In the parking lot a few minutes later, Meijer turned to me. “I haven’t gotten that question in a long time,” he said. Sure enough, in more than a dozen stops across his district over the summer and fall, this was the only one where I saw anyone ask Meijer about the madness of January. Most of the questions he got were about the “socialist” Democratic agenda, the GOP’s prospects for taking back control of Congress in 2022, and President Joe Biden’s disastrous exit from Afghanistan. (This last topic allowed Meijer numerous victory laps for the unauthorized trip he took to Kabul during the U.S. evacuation. Having been in the crosshairs of his own party for so long, Meijer was delighted to be rebuked by the White House.)

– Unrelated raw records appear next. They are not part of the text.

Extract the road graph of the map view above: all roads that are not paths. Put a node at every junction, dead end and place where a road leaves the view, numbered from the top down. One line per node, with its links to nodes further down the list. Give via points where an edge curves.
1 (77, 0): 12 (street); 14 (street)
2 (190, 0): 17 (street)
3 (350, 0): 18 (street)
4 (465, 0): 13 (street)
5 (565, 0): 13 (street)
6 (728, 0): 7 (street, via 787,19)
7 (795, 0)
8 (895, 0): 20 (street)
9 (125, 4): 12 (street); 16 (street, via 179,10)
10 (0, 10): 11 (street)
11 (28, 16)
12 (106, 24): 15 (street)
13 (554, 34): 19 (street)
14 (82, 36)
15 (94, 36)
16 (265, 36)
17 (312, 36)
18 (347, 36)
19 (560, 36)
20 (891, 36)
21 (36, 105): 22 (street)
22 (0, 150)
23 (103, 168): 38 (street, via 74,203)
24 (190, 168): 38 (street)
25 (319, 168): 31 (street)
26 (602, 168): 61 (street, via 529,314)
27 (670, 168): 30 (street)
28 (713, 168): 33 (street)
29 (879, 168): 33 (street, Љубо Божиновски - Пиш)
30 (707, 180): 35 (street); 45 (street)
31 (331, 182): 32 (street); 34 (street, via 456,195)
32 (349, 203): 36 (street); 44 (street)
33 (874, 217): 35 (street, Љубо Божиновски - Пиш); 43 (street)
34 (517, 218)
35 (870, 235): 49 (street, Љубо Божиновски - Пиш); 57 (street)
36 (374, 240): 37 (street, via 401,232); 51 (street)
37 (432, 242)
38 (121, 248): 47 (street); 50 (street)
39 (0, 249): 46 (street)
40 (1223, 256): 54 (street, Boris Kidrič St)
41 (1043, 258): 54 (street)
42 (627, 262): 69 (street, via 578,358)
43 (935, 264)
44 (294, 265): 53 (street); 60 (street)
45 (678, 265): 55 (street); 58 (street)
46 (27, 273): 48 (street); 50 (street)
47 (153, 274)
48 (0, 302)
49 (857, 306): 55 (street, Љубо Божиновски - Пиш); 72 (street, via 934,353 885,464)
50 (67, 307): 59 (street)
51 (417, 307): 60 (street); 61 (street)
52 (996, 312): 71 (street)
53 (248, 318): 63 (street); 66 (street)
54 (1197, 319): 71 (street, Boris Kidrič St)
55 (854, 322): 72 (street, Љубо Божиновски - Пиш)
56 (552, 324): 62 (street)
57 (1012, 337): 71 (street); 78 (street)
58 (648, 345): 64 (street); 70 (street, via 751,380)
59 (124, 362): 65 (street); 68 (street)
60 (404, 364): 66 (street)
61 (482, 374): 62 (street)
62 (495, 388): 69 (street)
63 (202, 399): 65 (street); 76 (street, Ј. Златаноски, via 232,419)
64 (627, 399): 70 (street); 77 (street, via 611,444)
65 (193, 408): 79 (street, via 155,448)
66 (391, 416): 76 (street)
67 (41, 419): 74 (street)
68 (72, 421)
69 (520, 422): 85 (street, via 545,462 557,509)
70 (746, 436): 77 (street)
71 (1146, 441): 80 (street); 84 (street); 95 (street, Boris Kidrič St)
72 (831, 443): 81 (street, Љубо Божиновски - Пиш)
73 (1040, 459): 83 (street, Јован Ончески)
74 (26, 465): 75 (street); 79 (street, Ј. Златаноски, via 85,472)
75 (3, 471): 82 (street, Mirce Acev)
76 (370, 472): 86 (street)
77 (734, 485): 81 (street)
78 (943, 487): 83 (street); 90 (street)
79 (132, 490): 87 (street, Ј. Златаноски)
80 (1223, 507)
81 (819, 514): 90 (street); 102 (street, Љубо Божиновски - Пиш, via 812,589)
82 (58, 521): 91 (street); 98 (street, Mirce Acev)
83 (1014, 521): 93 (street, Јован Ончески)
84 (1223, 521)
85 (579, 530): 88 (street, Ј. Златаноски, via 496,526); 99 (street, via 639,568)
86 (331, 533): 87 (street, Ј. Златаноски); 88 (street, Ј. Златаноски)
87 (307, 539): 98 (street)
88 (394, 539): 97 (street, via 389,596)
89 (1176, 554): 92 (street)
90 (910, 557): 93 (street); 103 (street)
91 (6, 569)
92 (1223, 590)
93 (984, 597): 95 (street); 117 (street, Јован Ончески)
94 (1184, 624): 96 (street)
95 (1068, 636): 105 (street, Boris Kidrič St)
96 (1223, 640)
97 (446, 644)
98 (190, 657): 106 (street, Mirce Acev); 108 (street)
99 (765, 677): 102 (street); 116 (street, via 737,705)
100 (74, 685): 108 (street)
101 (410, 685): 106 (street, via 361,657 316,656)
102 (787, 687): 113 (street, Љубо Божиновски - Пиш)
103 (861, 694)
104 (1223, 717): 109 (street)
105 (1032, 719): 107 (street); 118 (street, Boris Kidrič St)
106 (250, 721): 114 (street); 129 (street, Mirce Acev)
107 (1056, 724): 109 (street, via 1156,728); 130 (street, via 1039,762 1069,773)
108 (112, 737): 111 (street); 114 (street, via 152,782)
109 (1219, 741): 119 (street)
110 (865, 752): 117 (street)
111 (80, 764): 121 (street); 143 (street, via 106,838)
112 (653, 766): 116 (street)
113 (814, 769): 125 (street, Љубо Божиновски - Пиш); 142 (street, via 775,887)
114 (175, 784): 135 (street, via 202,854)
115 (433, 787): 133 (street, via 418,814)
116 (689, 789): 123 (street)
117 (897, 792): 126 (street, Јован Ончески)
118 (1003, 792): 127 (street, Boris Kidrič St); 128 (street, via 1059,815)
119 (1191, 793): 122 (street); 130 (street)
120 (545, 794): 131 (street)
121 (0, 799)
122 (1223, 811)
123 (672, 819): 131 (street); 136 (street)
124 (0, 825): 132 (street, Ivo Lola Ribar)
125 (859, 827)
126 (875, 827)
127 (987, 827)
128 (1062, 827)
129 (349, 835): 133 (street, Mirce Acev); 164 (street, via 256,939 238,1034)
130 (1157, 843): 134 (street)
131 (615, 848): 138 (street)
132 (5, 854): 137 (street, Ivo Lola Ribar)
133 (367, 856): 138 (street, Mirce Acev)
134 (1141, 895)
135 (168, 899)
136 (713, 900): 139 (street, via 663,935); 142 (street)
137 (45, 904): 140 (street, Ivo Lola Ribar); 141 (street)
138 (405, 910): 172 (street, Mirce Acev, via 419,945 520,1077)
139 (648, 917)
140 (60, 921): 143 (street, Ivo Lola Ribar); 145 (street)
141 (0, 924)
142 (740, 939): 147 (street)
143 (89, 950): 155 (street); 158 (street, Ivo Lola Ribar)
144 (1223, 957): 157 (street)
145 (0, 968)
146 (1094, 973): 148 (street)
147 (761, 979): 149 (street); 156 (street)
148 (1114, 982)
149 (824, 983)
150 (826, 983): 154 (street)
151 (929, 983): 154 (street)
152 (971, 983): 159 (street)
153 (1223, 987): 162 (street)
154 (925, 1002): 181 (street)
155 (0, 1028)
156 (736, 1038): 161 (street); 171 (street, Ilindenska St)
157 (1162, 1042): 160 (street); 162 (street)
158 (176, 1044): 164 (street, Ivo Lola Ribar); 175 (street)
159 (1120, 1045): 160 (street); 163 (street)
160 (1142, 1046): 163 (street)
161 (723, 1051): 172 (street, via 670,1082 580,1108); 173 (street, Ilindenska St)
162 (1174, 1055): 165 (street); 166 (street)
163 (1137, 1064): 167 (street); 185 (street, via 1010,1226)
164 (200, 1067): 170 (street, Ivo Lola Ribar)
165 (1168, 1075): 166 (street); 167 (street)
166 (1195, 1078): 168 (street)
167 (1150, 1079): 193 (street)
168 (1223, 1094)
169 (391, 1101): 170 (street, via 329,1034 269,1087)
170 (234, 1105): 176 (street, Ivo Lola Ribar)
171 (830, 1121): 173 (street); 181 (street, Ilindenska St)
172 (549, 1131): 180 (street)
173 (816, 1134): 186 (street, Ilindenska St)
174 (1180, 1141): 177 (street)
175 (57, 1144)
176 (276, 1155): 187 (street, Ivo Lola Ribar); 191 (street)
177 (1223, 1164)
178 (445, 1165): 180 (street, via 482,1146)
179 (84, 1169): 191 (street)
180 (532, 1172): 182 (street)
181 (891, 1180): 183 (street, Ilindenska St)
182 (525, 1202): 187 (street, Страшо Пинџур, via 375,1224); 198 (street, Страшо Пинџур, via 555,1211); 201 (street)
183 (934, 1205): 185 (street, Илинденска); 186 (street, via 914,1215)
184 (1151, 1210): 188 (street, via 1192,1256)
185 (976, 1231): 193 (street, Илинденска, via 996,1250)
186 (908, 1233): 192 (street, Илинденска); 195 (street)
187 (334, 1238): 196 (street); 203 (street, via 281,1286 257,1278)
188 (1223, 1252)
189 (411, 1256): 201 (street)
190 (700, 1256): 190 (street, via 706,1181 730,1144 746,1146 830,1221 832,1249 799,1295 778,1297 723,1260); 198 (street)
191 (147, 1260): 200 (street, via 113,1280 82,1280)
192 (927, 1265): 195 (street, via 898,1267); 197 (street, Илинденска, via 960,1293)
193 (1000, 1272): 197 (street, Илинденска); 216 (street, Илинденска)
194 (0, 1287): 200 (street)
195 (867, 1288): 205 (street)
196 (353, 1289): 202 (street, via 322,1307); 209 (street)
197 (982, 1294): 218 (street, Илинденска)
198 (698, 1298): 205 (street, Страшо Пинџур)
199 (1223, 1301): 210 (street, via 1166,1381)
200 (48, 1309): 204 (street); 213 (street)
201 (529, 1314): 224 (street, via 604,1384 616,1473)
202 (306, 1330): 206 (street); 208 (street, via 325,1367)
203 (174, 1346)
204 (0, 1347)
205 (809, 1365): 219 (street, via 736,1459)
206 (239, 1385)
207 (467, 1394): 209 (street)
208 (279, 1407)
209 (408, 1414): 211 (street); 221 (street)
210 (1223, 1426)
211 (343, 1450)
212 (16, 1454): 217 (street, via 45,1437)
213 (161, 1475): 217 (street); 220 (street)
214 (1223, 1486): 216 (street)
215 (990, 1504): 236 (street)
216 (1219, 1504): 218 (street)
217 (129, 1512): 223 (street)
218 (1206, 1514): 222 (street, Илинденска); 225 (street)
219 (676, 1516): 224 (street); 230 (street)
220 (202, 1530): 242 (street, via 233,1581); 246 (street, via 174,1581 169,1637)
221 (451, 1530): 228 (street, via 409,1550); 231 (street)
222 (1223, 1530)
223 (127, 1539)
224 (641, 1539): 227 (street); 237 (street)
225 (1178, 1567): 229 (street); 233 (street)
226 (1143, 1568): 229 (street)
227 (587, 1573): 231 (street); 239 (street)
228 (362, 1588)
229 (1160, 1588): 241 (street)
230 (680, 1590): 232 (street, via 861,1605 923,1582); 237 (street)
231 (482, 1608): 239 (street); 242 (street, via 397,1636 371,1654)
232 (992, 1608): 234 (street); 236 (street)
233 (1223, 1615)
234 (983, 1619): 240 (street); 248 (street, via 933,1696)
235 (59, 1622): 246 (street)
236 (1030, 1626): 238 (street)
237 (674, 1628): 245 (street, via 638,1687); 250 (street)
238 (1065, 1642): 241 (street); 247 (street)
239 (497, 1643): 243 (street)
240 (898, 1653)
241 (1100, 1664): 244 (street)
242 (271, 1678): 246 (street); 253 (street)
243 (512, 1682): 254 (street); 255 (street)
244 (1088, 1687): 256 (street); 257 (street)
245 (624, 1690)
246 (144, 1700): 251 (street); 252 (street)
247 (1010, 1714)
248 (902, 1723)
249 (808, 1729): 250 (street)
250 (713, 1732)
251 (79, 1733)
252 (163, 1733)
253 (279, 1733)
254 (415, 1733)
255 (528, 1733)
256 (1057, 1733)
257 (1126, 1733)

Alberta says Meijer now believes the worst is over and the storm has passed. He is fooling himself. The article reveals that his own sister is a QAnon believer. Alberta writes:

In our many hours of conversation, Meijer had declined to call out any of his colleagues by name. (Watching him contort himself to avoid criticizing Kevin McCarthy was the closest I’ve come to seeing a man tortured.) This reticence, he explained, is his way of trying to bring down the temperature. Meijer is convinced that there are more Republicans like him—rational, pragmatic, disgusted by the turn the party has taken—than there are like Gosar. Because they have the numbers, he says, there’s no need to engage in guerrilla tactics. They can reason and debate like adults. They can take the high road. They can play the long game.

Maybe he’s right. Or maybe this will prove a ruinous miscalculation. Whatever the numbers, the reality is that Meijer’s side is getting quieter while the other side is getting louder. His side is letting go while the other side is digging in. His side is unilaterally disarming while the other side is escalating every day.

Counting on “lowering the temperature” by ignoring what’s going on is a ruinous miscalculation. He’s chosen the path of least resistance.

In the days after January 6, Meijer believed he was part of a mission to rescue the Republican Party from itself. Now he laughs at his own naïveté. Ten people isn’t a popular movement. And in truth, only two of them—Cheney and Kinzinger—have shown the stomach for the sort of sustained offensive that would be required to rehabilitate the GOP. The other eight, having glanced over their shoulders and seen no reinforcements on the way, chose varying degrees of retreat.

Read the whole thing when you get the chance. This man seems like a decent sort. But he’s slowly but surely being assimilated into the Borg. Power does that to people.